Copy, from the material below, each line that contains the word "Waterfront".

Dataset records:

_ _ _ _

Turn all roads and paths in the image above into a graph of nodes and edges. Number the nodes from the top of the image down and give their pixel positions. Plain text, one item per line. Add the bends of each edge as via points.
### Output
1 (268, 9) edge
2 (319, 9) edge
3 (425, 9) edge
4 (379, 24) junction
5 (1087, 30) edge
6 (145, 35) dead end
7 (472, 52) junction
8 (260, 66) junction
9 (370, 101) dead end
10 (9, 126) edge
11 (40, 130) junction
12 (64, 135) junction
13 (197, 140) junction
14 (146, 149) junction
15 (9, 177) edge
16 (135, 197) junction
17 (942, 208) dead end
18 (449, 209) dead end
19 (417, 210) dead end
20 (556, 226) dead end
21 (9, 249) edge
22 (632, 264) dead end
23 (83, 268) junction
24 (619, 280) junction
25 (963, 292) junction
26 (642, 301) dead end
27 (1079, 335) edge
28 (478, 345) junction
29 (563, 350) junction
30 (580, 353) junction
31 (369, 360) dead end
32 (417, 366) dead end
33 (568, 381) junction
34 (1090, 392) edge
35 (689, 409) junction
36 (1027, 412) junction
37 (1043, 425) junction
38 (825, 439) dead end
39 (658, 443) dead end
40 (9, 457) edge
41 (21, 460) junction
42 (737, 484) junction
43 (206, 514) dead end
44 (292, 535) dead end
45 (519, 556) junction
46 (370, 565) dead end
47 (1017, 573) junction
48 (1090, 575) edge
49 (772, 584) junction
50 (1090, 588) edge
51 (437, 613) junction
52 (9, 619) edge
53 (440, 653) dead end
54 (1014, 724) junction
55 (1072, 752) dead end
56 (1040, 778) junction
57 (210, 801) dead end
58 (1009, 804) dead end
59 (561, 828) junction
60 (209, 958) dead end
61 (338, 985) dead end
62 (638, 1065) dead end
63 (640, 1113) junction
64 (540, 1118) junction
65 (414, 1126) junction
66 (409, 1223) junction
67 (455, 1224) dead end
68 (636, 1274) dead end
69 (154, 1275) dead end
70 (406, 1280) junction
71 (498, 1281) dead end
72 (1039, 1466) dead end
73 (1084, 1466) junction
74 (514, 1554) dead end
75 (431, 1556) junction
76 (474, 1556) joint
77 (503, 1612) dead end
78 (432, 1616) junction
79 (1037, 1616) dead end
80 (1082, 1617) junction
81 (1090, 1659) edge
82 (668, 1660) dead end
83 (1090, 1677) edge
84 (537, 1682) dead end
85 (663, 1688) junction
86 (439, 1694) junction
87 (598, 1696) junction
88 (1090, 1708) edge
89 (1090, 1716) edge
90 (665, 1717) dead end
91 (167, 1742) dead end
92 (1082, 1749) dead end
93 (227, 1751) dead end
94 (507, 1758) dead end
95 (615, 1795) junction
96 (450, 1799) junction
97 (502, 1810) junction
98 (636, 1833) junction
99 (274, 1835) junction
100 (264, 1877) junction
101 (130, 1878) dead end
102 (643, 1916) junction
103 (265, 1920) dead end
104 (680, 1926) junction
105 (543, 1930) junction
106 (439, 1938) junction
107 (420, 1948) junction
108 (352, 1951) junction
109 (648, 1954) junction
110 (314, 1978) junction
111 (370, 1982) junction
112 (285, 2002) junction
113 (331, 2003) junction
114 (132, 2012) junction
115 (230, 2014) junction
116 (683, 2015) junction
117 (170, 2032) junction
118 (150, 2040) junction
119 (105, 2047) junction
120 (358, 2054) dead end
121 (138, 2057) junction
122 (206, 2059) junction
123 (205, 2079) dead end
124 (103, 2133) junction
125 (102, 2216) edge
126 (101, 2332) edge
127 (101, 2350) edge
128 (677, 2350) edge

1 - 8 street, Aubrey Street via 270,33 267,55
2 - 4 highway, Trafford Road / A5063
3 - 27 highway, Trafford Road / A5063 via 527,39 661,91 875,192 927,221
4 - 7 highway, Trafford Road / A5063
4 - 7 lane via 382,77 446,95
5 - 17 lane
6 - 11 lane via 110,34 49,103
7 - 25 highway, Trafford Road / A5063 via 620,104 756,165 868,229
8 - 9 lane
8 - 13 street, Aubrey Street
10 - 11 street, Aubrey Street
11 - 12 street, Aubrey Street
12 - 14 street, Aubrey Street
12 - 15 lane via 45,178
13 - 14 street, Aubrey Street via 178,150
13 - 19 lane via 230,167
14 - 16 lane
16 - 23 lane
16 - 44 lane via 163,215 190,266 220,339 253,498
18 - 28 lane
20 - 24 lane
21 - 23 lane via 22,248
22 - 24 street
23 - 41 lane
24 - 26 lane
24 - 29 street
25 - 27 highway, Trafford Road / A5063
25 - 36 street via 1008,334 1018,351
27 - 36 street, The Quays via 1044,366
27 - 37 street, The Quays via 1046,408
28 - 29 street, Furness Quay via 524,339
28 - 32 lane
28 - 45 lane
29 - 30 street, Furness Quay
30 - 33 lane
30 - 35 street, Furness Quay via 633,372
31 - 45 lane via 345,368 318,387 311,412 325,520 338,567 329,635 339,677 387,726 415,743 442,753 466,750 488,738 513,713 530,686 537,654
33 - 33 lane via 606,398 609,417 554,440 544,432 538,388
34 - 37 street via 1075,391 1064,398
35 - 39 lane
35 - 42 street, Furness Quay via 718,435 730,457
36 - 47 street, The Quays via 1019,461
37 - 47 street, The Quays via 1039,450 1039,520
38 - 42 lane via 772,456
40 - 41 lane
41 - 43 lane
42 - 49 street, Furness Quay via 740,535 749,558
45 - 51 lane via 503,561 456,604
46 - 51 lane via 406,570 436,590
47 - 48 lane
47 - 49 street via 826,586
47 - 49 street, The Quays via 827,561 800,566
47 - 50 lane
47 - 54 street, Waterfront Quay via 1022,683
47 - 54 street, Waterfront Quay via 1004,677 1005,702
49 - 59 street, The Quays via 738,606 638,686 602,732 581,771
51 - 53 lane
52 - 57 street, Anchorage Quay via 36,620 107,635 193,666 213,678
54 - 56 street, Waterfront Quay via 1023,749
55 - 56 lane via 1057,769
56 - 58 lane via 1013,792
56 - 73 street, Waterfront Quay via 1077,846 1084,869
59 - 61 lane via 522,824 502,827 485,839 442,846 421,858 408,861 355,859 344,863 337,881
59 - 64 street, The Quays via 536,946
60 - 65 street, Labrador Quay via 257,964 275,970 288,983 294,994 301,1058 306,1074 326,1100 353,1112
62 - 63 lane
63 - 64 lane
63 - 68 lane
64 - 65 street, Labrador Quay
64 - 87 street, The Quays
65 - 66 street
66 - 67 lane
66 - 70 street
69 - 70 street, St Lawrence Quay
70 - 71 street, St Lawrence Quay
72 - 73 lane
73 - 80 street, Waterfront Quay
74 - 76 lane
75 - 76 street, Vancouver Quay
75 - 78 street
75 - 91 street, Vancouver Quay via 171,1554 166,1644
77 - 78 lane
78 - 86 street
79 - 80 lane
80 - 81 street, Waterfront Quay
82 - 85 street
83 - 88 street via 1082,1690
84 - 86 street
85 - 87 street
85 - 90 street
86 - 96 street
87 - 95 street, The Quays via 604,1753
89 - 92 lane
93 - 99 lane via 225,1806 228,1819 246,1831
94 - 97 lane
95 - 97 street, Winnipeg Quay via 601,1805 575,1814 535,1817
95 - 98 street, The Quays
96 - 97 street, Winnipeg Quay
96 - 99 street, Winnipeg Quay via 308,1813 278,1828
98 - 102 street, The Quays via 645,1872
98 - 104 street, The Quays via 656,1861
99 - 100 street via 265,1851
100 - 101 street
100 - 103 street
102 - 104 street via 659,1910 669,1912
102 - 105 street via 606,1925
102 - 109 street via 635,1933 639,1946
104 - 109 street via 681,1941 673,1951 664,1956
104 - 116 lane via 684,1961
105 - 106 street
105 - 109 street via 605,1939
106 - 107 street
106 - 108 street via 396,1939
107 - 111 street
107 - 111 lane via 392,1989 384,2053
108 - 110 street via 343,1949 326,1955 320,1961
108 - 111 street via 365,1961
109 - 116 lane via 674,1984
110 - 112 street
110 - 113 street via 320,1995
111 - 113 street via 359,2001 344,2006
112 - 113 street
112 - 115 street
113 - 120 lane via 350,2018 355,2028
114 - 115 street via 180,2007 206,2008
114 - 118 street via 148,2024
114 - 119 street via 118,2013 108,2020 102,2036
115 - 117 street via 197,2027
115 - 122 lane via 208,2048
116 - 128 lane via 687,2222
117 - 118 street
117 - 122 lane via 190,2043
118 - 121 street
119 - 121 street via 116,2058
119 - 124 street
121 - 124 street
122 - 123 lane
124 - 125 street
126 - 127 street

_ _ _ _

Exercise answer:
47 - 54 street, Waterfront Quay via 1022,683
47 - 54 street, Waterfront Quay via 1004,677 1005,702
54 - 56 street, Waterfront Quay via 1023,749
56 - 73 street, Waterfront Quay via 1077,846 1084,869
73 - 80 street, Waterfront Quay
80 - 81 street, Waterfront Quay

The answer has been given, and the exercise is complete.